視線の行方 1
君の視線の先にいるのは、いつもあいつだよね。
男の俺から見ても格好いいあいつだから、それも仕方ないとわかってるつもりだよ。
でも、やっぱり君の視線を辿るたび、胸が苦しくなるんだ。
「堂上教官、小牧教官、お疲れ様です。」
男2人の色気のない晩飯時に、君の笑顔が見られたのは嬉しい。
でも、やっぱり先に出たのがあいつの名前だったことに、少しだけ胸が痛んだんだ。
「私、堂上教官のことが…好きなんです。」
知ってるよ。
でも、一番聞きたくない言葉だったんだ。
「堂上教官は笠原のことが好きだってわかってるんです。
でも…どうしても諦められなくて…。
苦しいんです。」
君の潤んだ瞳に俺が映っていても、君の心に俺は映ってない。
君の気持ちは痛いほどよくわかるよ。
俺も同じだからね。
「わかるよ…。
苦しいよね…。
明らかに自分の思いが叶うことはないって宣告されてるみたいで。
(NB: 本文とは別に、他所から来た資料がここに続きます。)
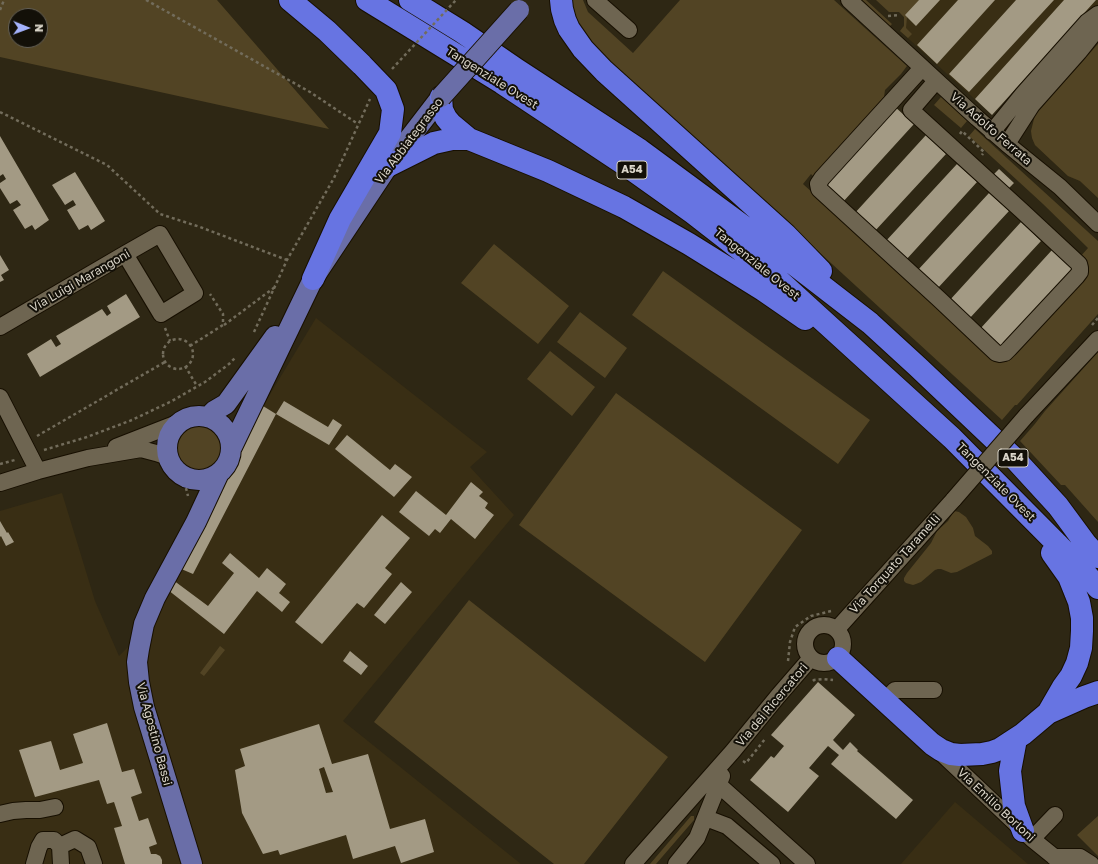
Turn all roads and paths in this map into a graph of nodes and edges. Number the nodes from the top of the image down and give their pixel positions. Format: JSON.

」
「小牧教官も…そういう経験あるんですか?」
「あるよ。」
まさに今同じ気持ちを抱えているとは言えなかった。
「どんなに苦しくても好きである気持ちは変えられない。
それなら…。」
そこまで言いかけて、俺は言葉を失ってしまった。
それなら…どうしたらいいんだ。
好きで仕方ない。
振り向いてほしい。
でも、それは叶わない。
やり場のない思いをどうしたら楽になれるんだ。
黙り込んだ俺を心配そうに覗き込む彼女。
「小牧教官?
どうされたんですか?」
「ごめんね。
どうしたらいいのか…俺にもわからないんだ。」
彼女は哀しげな笑みを浮かべて目を逸らした。
「とにかく忘れるしかないですよね。
そのためには時間が必要なのかな。」
「そうかもね。
…でも、俺にはできそうにないよ。
どれだけ時間が経っても、この思いが消えるとは思えないんだ。」
彼女は少し驚いた顔で俺をその瞳に映した。
「小牧教官…今そういう恋愛をしてるんですか?」
「うん。そうだね。」
君にね。
そう言えたら、俺の心も少しは軽くなるだろうか。
そう思いつつも、その先を考えると言えなかった。
優しい彼女のことだから、きっと俺のことを思って悩むだろう。
俺は、彼女に想われたいだけで、悩ませたいわけじゃない。
だから、俺は言葉を飲み込んだ。
「いつか、楽になれるといいね。お互いに。」
なんの解決にもならない気休めの言葉にも、彼女は微笑んでくれた。
その笑顔に俺の胸は締め付けられるように痛んだ。